Task to carry out: Below is a listing; restate from it, character for character, the lines beginning at the line holding "middle tip: (717, 930)" and ending at the line holding "thumb tip: (418, 317)", both included.

The data:
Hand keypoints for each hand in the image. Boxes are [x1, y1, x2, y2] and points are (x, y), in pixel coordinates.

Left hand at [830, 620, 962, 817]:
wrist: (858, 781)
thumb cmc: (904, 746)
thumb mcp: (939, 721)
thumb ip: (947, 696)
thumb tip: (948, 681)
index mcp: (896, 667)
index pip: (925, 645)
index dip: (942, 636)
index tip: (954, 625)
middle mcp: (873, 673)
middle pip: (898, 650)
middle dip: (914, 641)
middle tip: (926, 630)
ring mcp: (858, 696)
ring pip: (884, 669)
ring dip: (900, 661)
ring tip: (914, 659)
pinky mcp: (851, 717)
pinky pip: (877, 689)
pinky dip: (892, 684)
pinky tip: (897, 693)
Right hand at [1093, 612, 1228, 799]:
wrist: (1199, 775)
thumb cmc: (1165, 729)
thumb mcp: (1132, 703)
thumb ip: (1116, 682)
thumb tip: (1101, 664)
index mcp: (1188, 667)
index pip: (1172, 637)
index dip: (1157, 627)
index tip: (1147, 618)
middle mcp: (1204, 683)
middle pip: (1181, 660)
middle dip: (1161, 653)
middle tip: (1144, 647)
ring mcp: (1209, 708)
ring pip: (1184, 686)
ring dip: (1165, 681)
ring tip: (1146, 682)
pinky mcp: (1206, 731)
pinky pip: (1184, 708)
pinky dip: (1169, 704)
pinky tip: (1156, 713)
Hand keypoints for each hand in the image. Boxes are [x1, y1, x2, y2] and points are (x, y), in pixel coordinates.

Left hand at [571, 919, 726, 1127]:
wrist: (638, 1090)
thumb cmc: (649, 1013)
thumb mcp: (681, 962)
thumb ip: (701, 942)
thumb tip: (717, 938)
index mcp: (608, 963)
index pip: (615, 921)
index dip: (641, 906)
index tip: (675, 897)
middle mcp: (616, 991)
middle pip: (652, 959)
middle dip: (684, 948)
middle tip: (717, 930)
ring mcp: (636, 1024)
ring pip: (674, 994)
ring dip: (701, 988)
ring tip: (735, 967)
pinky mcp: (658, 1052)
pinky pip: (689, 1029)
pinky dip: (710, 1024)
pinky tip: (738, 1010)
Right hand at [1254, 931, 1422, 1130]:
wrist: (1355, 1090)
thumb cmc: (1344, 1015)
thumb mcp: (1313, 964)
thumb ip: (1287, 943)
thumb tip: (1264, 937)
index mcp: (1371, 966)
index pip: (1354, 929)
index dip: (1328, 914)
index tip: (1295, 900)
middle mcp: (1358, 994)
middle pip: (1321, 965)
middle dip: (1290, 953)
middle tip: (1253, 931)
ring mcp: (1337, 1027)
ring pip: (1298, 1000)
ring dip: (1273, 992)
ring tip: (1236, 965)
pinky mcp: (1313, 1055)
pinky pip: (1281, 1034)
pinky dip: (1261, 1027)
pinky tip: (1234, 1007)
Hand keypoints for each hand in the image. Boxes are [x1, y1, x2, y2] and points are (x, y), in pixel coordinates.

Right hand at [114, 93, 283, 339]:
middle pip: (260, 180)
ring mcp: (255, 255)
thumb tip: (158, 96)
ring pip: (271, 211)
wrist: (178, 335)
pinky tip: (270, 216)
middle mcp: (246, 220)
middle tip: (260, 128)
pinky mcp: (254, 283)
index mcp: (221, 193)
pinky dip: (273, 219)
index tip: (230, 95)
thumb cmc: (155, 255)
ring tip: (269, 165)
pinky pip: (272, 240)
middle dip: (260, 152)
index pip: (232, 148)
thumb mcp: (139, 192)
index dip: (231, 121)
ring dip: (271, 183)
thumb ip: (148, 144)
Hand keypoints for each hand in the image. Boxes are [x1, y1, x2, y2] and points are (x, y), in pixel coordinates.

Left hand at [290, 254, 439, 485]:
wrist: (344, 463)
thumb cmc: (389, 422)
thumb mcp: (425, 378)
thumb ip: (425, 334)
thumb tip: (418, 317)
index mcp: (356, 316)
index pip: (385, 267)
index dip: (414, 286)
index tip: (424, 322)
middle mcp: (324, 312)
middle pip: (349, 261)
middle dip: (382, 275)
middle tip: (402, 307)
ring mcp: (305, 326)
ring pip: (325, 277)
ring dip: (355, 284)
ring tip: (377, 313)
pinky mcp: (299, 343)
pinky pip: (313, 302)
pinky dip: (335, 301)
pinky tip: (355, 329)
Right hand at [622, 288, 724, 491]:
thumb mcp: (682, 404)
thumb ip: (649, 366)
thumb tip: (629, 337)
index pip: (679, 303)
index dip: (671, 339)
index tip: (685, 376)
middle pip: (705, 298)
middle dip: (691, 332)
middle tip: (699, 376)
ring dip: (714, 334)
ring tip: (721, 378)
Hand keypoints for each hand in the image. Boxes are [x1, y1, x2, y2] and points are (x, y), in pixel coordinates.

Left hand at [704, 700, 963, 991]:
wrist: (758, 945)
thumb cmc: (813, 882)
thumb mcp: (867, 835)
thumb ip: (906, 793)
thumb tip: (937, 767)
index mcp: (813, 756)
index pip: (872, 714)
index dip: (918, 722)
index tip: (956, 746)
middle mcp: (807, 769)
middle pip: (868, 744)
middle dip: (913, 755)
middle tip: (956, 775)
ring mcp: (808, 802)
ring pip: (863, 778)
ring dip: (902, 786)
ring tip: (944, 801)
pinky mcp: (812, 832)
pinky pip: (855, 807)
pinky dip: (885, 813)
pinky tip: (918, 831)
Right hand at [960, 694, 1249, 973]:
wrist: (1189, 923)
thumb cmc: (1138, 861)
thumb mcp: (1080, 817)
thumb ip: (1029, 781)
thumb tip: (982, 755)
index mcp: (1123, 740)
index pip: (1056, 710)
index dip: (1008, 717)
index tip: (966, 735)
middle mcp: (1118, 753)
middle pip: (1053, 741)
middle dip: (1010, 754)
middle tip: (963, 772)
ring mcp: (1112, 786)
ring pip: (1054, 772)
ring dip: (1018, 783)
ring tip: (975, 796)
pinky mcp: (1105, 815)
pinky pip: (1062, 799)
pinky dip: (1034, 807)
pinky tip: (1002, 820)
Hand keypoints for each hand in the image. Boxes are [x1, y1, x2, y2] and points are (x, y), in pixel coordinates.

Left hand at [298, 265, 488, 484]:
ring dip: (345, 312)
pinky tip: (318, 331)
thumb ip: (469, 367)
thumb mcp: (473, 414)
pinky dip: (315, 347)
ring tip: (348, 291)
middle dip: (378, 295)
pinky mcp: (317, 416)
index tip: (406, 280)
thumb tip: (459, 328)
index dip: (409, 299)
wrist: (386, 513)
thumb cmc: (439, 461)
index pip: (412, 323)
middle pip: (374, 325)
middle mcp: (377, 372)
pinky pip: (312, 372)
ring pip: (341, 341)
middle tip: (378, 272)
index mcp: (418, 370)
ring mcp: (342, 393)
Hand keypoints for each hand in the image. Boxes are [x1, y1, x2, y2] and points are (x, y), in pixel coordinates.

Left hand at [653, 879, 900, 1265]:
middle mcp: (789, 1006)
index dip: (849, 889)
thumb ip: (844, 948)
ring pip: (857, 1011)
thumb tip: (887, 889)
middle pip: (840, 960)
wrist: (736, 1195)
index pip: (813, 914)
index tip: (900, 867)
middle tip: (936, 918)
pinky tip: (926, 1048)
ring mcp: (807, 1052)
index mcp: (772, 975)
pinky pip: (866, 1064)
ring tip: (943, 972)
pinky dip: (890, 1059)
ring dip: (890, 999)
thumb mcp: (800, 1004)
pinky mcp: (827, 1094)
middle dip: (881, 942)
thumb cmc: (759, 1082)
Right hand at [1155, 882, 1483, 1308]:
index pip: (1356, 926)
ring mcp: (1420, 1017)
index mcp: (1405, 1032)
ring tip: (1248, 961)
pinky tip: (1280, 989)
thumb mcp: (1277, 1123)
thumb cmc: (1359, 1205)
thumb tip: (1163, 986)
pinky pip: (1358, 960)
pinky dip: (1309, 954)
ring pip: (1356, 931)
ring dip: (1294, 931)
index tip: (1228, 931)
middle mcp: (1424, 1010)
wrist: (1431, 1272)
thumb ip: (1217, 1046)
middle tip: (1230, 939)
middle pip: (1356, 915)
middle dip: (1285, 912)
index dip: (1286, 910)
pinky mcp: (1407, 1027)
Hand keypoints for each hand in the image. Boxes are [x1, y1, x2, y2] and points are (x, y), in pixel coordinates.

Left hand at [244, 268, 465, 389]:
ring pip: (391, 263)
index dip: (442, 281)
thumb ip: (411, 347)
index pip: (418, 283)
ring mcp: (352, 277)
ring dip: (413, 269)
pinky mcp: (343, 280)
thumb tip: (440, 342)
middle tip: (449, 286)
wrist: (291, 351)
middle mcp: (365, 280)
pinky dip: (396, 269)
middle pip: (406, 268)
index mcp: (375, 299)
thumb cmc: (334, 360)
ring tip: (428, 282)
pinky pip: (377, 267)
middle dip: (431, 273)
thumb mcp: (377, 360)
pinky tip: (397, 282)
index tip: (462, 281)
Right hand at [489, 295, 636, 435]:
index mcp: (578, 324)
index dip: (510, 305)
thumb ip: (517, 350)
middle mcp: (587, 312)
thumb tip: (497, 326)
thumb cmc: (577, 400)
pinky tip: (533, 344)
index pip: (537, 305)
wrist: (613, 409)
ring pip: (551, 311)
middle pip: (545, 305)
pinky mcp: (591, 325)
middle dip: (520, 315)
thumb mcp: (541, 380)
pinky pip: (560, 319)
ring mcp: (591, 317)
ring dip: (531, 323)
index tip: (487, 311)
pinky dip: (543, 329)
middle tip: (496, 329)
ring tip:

Written response:
middle tip: (717, 930)
ring mcp: (636, 1024)
ring pip: (674, 994)
ring dip: (701, 988)
ring tip: (735, 967)
pinky mcp: (658, 1052)
pinky pip: (689, 1029)
pinky dip: (710, 1024)
pinky tip: (738, 1010)
Right hand at [1254, 931, 1422, 1130]:
wrist: (1355, 1090)
thumb cmc: (1344, 1015)
thumb mcp: (1313, 964)
thumb ip: (1287, 943)
thumb tip: (1264, 937)
index mcp: (1371, 966)
index pip: (1354, 929)
index dip: (1328, 914)
index tip: (1295, 900)
middle mcp: (1358, 994)
middle pip: (1321, 965)
middle dip: (1290, 953)
middle tip: (1253, 931)
ring mcp: (1337, 1027)
ring pip: (1298, 1000)
ring dip: (1273, 992)
ring tip: (1236, 965)
pinky mcp: (1313, 1055)
pinky pip: (1281, 1034)
pinky dip: (1261, 1027)
pinky tip: (1234, 1007)
Hand keypoints for each hand in the image. Boxes are [x1, y1, x2, y2] and points are (x, y), in pixel coordinates.

Right hand at [114, 93, 283, 339]:
middle pip: (260, 180)
ring mcp: (255, 255)
thumb tip: (158, 96)
ring pip: (271, 211)
wrist: (178, 335)
pinky tip: (270, 216)
middle mcp: (246, 220)
middle tip: (260, 128)
pinky mcp: (254, 283)
index mcp: (221, 193)
pinky dip: (273, 219)
index tip: (230, 95)
thumb cmc: (155, 255)
ring tip: (269, 165)
pinky pip: (272, 240)
middle dip: (260, 152)
index pip: (232, 148)
thumb mcp: (139, 192)
index dip: (231, 121)
ring dip: (271, 183)
thumb ip: (148, 144)
Hand keypoints for each hand in the image. Boxes are [x1, y1, x2, y2] and points are (x, y), in pixel coordinates.

Left hand at [290, 254, 439, 485]:
wrist: (344, 463)
thumb cmc: (389, 422)
thumb mcp: (425, 378)
thumb ip: (425, 334)
thumb tip: (418, 317)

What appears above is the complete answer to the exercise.